+++ Input for this task

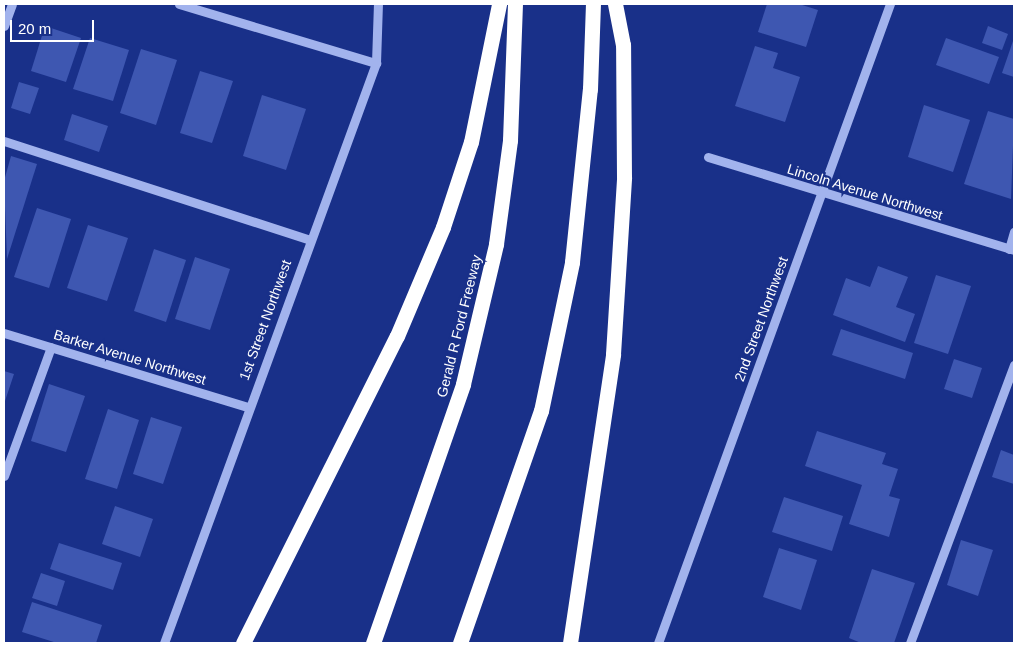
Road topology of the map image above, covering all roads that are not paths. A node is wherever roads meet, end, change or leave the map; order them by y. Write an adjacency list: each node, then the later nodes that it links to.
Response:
1 (12, 4): 9 (street)
2 (179, 4): 10 (street)
3 (378, 4): 10 (street, 1st Street Northwest)
4 (499, 4): 23 (highway)
5 (515, 4): 24 (highway, Gerald R Ford Freeway)
6 (593, 4): 25 (highway)
7 (615, 4): 26 (highway)
8 (890, 4): 13 (street, 2nd Street Northwest)
9 (4, 26)
10 (376, 63): 15 (street, 1st Street Northwest)
11 (4, 141): 15 (street)
12 (708, 157): 13 (street, Lincoln Avenue Northwest)
13 (821, 194): 16 (street, Lincoln Avenue Northwest); 27 (street, 2nd Street Northwest)
14 (1014, 232): 16 (street)
15 (310, 240): 20 (street, 1st Street Northwest)
16 (1012, 250)
17 (4, 332): 18 (street, Barker Avenue Northwest)
18 (51, 347): 20 (street, Barker Avenue Northwest); 21 (street)
19 (1014, 365): 28 (street)
20 (248, 407): 22 (street, 1st Street Northwest)
21 (4, 476)
22 (164, 643)
23 (242, 643)
24 (373, 643)
25 (460, 643)
26 (570, 643)
27 (658, 643)
28 (910, 643)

++++++

**Problem statement**
With images omitted, retype the data word for word.

**Result of this task**
Road topology of the map image above, covering all roads that are not paths. A node is wherever roads meet, end, change or leave the map; order them by y. Write an adjacency list: each node, then the later nodes that it links to.
Response:
1 (12, 4): 9 (street)
2 (179, 4): 10 (street)
3 (378, 4): 10 (street, 1st Street Northwest)
4 (499, 4): 23 (highway)
5 (515, 4): 24 (highway, Gerald R Ford Freeway)
6 (593, 4): 25 (highway)
7 (615, 4): 26 (highway)
8 (890, 4): 13 (street, 2nd Street Northwest)
9 (4, 26)
10 (376, 63): 15 (street, 1st Street Northwest)
11 (4, 141): 15 (street)
12 (708, 157): 13 (street, Lincoln Avenue Northwest)
13 (821, 194): 16 (street, Lincoln Avenue Northwest); 27 (street, 2nd Street Northwest)
14 (1014, 232): 16 (street)
15 (310, 240): 20 (street, 1st Street Northwest)
16 (1012, 250)
17 (4, 332): 18 (street, Barker Avenue Northwest)
18 (51, 347): 20 (street, Barker Avenue Northwest); 21 (street)
19 (1014, 365): 28 (street)
20 (248, 407): 22 (street, 1st Street Northwest)
21 (4, 476)
22 (164, 643)
23 (242, 643)
24 (373, 643)
25 (460, 643)
26 (570, 643)
27 (658, 643)
28 (910, 643)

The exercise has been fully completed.